I'm not afraid of the cancer. I'm afraid of making a decision I'll regret.

Comments

  • cive
    cive Member Posts: 709
    edited August 2016

    Any decision you make you may regret, that's life. Any particular choice does not guarantee any particular outcome, unfortunately luck plays a role. That said, just let your options simmer, not boil, until you speak with your surgeon and you may find your decision has actually already been made in your gut. Good luck my friend.


    Heart

  • farmerlucy
    farmerlucy Member Posts: 3,985
    edited August 2016

    It sounds to me like you are being remarkably level-headed about everything. Since you've already decided not to do immediate reconstruction, you could also decide do the other side later, with or without reconstruction. That way you have a chance to see how you feel about things. I did screening for almost twenty years, and had long decided to do a BMX if anything came up. Best wishes for a successful surgery. I found it extremely comforting to join the surgery group here for the month I was having surgery. It really helped me get prepared.

  • Moderators
    Moderators Member Posts: 25,912
    edited August 2016

    Leees,

    We just wanted to welcome you to our amazing Community. As you can already see, we are an incredible source of support and advice -- we are all here for you as you make these tough decisions.

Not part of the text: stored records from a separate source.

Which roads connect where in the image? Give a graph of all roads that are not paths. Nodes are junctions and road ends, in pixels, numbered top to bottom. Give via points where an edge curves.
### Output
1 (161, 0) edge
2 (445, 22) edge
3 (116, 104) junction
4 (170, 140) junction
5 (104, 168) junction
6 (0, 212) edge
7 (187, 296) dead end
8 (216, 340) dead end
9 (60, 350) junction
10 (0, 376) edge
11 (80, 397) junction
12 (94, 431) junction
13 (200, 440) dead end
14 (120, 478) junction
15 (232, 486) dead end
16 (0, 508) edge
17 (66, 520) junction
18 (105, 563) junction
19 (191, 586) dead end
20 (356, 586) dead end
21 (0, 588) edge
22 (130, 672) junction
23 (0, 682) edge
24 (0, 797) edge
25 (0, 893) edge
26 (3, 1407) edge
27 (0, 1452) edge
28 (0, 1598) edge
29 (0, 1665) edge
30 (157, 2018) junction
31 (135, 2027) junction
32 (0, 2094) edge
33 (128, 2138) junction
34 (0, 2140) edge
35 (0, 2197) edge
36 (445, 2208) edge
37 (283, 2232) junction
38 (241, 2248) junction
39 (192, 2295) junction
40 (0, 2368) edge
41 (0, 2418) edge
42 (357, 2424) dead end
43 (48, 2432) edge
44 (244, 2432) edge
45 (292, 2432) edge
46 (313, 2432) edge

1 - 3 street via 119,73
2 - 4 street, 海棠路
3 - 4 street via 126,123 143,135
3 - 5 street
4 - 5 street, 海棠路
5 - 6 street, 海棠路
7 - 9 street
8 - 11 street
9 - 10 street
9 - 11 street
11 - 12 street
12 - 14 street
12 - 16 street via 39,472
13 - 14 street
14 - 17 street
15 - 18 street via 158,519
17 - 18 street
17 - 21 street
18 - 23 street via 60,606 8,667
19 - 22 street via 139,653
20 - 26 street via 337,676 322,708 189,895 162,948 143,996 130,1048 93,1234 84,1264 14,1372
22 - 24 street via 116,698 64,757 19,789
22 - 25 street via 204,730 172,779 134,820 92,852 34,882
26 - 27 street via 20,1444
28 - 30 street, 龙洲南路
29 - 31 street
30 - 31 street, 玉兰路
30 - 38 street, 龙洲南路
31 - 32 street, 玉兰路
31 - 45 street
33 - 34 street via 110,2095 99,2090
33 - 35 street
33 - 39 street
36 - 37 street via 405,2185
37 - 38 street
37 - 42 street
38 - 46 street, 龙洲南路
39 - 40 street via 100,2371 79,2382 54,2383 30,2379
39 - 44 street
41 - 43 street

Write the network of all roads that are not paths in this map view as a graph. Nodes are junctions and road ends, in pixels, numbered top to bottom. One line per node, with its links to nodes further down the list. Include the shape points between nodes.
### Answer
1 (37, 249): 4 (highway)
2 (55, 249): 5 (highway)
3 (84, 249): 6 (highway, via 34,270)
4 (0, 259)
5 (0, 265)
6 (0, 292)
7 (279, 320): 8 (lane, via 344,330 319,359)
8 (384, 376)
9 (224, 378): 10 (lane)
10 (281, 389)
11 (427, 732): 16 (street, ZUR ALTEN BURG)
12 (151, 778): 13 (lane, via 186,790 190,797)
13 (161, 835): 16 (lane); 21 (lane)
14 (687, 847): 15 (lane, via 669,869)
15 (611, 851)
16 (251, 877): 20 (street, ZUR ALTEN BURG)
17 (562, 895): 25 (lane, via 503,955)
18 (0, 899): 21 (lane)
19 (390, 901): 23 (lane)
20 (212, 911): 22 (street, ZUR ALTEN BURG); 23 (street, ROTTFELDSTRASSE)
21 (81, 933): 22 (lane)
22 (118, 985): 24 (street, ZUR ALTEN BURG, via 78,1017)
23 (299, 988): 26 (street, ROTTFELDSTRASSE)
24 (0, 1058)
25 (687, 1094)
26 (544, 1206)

    In the end, the decision is yours, with the help and advice from your medical team -- as well as the many knowledgeable and helpful members who post here!

    We look forward to hearing more from you, and following your journey!

    --The Mods

  • NancyD
    NancyD Member Posts: 3,562
    edited August 2016

    I agree with farmerlucy. If you plan on delayed reconstruction, the "good" breast can be removed then, after you've had some time to think about it and possibly have genetic testing.

    I had a BMX and chose delayed reconstruction (DIEP). After a year and a half flat it took considerable work by my PS to remove hardened scar tissue. So there's that to consider.

    Also, there is no feeling left in your breasts with any reconstruction, so some women want to leave a natural one on, especially if they have strong sexual stimulation through their breasts.

    Symmetry is another issue with a unilateral recon. Ask to see the PS's photos of previous recons of the type you choose.



  • leftduetostupidmods
    leftduetostupidmods Member Posts: 620
    edited August 2016

    I understand perfectly what you're going through. My initial diagnosis was 10 cm DCIS but I chose prophilactic for the other breast as i didn't want to go through that scare again. Post-surgery pathology proved that I was right.

    Now, i don't say "this is what you must do", you make your own choice. I am just saying that I understand where you are.

    Also, as NancyD said, think very well, once you take it off, it's gone. I was able to have skin-sparing, but lost both my nipples. I regained sensation on my skin after a couple years, but those nipples are gone. And it's not the same.

  • Leees
    Leees Member Posts: 6
    edited August 2016

    That's a good way to put it. No matter what I choose, I'll regret something. And yes, I can always do it later if I want or need to. Tough decisions. But I know in the end I'll be stronger.

  • radgal
    radgal Member Posts: 100
    edited August 2016

    Hi there,

    Sorry that you get to be a member of the big C club.

    Last July, I was diagnosed with IDC and had my surgery on 8-25-2016.

    Our tumor pathologies appear to be similar.

    Mentally, I went through the gamut of options -- bilateral prophylactic mastectomy (Angelina Jolie made it seem so easy), unilateral mastectomy, lumpectomy or do nothing.

    I learned about intraoperative radiation therapy (IORT) with lumpectomy and that is what I had done. I am sooo grateful I did have that done. Basically, my breast surgeon did a lumpectomy and then, during surgery, the radiation oncologist administered 20 minutes of radiation directly to the tumor bed. Once my surgery was over, that was it.

    I am grateful that I had a lumpectomy and IORT. These forums helped me a lot with my decision.